CHARLESTON, W.Va. -- Questioning representatives from two additional fraternal groups, Lottery Commissioners on Thursday continued an ongoing investigation of questionable fraternal organizations operating limited video lottery locations around the state.
That included testimony from Hershel Carter, operator of the Regular Veterans' Post 119 in Huntington, and from officials with the Mercer County Fraternal Order of Police Lodge 80, located in Ellenboro, Ritchie County.
In addition to issues about allowing non-members to play machines at the Huntington club, Lottery officials investigated the Huntington post because the national veteran's organization it is affiliated with has disbanded.
Carter testified the post, which he said has about 50 members, was originally located in Logan County, but he moved it to Huntington to generate more video lottery business.
"I had it for one year in Logan County, and they weren't doing nothing," he said of the LVL machines. "I couldn't pay the light bill."

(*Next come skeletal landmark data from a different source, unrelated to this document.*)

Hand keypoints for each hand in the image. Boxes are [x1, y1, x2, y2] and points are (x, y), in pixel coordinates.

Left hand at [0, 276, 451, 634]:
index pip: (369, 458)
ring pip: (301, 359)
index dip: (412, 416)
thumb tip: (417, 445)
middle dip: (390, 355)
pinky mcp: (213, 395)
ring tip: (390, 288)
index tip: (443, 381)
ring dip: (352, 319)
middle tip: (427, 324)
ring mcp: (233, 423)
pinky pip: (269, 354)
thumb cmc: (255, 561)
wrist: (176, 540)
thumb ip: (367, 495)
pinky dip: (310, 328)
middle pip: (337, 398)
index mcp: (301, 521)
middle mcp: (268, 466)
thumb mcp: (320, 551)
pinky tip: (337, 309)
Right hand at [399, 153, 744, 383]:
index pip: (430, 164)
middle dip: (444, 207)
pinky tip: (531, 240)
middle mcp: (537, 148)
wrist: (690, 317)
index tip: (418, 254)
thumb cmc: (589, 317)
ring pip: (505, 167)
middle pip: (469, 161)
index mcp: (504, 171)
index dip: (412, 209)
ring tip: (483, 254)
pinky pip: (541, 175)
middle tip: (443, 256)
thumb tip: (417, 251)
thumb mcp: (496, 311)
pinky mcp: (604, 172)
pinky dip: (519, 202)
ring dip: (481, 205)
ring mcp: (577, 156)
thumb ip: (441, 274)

He said unlike some organizations, he did not have assistance from a LVL machine distributor in selecting or operating the gaming location.

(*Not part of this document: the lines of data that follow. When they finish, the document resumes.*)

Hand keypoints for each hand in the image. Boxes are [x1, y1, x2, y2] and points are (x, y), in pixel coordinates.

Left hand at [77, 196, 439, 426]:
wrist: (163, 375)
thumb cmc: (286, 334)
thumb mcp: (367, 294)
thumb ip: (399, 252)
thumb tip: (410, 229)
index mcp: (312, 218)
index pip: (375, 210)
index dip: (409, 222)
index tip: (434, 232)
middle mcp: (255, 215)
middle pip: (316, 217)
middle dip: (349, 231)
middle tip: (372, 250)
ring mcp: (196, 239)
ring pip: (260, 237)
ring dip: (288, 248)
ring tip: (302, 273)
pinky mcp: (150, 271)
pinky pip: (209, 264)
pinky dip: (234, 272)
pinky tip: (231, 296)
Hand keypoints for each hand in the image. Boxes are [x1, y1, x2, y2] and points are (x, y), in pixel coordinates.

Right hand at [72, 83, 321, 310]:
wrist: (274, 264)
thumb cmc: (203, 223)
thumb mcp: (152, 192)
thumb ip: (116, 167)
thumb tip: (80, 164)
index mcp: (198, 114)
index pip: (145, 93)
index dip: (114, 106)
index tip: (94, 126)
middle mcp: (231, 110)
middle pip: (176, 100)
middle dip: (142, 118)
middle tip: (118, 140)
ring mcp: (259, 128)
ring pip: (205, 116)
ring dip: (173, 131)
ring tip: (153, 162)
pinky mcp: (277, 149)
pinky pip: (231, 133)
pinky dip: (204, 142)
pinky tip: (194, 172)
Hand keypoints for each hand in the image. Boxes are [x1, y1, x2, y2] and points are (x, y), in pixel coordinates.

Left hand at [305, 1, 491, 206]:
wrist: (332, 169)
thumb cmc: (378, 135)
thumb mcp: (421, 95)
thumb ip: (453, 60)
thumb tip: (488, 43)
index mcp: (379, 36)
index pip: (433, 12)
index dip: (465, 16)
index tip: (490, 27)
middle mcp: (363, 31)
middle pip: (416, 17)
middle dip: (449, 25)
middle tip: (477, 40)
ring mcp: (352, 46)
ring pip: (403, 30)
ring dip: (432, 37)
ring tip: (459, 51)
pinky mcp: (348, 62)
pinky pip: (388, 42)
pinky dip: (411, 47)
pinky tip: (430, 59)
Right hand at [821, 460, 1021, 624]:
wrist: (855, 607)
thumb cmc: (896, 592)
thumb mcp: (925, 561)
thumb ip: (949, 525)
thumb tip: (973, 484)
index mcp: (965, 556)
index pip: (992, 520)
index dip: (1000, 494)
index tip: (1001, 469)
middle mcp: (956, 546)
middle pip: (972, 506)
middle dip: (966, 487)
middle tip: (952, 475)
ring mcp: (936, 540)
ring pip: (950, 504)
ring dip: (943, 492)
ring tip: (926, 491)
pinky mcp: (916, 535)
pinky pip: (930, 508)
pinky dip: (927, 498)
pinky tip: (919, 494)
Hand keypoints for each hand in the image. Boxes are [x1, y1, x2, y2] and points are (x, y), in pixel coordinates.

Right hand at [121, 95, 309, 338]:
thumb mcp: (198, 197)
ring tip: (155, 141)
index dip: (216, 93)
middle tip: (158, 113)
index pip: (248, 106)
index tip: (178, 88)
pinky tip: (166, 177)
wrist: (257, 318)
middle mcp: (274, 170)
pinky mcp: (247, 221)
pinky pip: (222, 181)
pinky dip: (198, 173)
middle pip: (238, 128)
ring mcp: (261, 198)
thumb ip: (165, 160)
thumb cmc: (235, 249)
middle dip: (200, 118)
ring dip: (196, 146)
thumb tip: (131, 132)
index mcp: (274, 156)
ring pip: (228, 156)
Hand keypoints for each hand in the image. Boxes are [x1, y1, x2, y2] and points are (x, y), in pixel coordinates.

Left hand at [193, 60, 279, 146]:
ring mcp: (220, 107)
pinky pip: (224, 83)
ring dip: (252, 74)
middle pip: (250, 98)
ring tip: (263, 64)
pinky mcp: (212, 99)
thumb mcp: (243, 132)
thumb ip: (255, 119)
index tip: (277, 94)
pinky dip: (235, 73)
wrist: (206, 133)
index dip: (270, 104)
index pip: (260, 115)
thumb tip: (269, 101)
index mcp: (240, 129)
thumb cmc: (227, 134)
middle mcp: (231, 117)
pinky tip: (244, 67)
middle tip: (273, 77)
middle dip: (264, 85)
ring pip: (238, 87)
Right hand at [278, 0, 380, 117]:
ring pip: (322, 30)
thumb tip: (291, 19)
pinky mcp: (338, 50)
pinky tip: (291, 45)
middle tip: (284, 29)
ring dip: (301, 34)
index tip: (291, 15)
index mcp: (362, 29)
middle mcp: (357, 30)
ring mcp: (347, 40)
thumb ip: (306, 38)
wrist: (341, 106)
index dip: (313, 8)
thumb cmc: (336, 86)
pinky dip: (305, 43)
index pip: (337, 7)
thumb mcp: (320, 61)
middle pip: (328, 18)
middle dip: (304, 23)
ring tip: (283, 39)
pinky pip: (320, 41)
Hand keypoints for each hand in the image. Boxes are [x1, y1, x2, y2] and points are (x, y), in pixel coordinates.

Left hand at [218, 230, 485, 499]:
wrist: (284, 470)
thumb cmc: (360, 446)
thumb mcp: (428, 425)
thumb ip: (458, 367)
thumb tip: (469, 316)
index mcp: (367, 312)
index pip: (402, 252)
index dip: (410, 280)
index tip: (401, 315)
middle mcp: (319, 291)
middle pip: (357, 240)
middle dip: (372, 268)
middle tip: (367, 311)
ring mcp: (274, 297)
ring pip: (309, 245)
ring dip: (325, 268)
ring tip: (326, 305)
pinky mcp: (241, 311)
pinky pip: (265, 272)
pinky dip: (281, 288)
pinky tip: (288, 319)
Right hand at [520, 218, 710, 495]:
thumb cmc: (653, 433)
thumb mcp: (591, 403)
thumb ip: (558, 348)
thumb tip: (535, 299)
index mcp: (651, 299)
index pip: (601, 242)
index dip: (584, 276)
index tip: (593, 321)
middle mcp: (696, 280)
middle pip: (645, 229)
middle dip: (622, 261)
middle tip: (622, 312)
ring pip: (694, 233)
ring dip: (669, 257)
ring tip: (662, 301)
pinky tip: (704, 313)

"I never took this post to make a million dollars," Carter testified. "I donate all the money that comes into that post to churches and schools."
Commissioners took no immediate action Thursday.
"This is an ongoing investigation. We are looking at several organizations," said Commission vice chairman Bill Clayton.
Meanwhile, representatives of the Mercer County FOP lodge told commissioners they are exercising an option to be released from the management contract with Action Gaming of Wheeling, and the 10-machine gaming facility operated in their name in Ritchie County will be closed as of today<co Friday>.